Bob was smart. When he worked for an Occupational Health Clinic, the Compensation Board starting asking who the brilliant new lawyer on staff was. He joined a local security company as a guard. His first assignment was guarding the CN train tunnel. Armed with only a whistle he said that if anyone tried to get into Canada he was under strict instructions to yell “stop, stop or I will toot”. Humour aside he became the best guard locally and beyond. He became head of security at the Western Research Park in
Sarnia. With its large collection of buildings, several thousand people on site, it was almost like a small city. He was well liked and respected by all there and brought innovation in safety and security to the Park. In 2009 he was named Security Guard of the Year in Ontario, selected from 36,000 security guards, with a $2,000 prize. He played down the honour saying he wouldn’t have won if there was a swim suit contest.
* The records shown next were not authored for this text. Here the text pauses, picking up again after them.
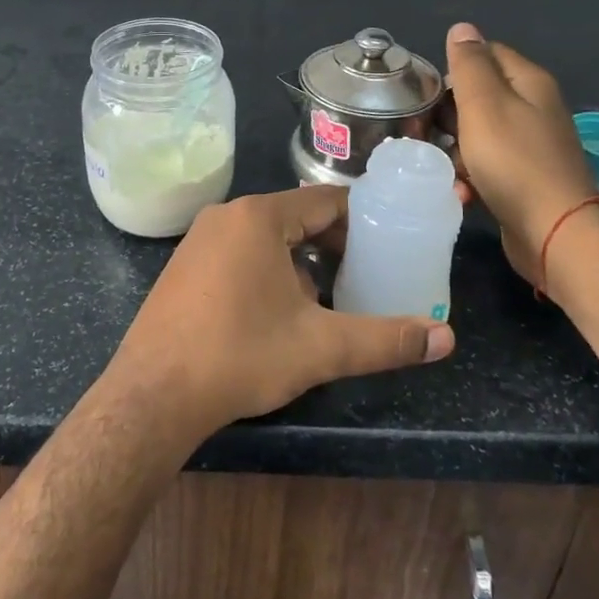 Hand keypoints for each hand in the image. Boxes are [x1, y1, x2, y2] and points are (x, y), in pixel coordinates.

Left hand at [106, 188, 454, 441]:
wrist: (153, 396)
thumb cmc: (240, 356)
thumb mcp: (320, 347)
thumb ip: (385, 339)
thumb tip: (446, 339)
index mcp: (258, 217)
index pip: (324, 201)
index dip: (361, 219)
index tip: (389, 240)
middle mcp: (225, 216)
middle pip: (295, 217)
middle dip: (332, 244)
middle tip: (366, 273)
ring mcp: (198, 240)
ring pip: (265, 238)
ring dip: (300, 260)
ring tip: (329, 295)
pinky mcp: (182, 267)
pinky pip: (237, 253)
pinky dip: (266, 270)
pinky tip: (279, 311)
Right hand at [443, 22, 598, 285]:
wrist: (553, 232)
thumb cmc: (513, 161)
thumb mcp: (483, 105)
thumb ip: (469, 65)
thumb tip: (462, 27)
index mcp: (529, 82)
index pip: (487, 54)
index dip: (454, 68)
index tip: (426, 92)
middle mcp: (535, 108)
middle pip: (480, 96)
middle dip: (448, 114)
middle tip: (422, 131)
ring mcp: (532, 145)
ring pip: (479, 134)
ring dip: (455, 150)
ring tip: (438, 166)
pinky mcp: (525, 178)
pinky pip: (489, 166)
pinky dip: (471, 176)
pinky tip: (461, 192)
In the last few years of his life his world had gotten a lot smaller. Saw less of him and when we met could tell something was happening within him as the wit and memory faded. He was well known throughout the downtown, stopping to talk to people, still cheerful and smiling, despite his challenges. The wonderful staff at the Ups N’ Downs were like family, taking care of him when he stopped in daily.
He had been in hospital then at Meadowview Villa in Petrolia. On the day he passed away, was on my way with a friend to see him at noon, until receiving the call that he had died. So instead it was only fitting that to celebrate his life, a group of us gathered at the Ups N’ Downs to share a few tears, a few beers and lots of laughter reminiscing about Bob. The friends from away who couldn’t be there joined us with a symbolic toast to Bob (although he would have said he was disappointed with the calibre of the mourners).
I have not enlarged him in death beyond what he was in life. A good man who didn’t change the world but made it brighter for all that had the pleasure of his company. He did not have wealth unless you measure wealth as not money, but as family, friends, respect and a life well lived. If you do, then Bob left us a very wealthy man.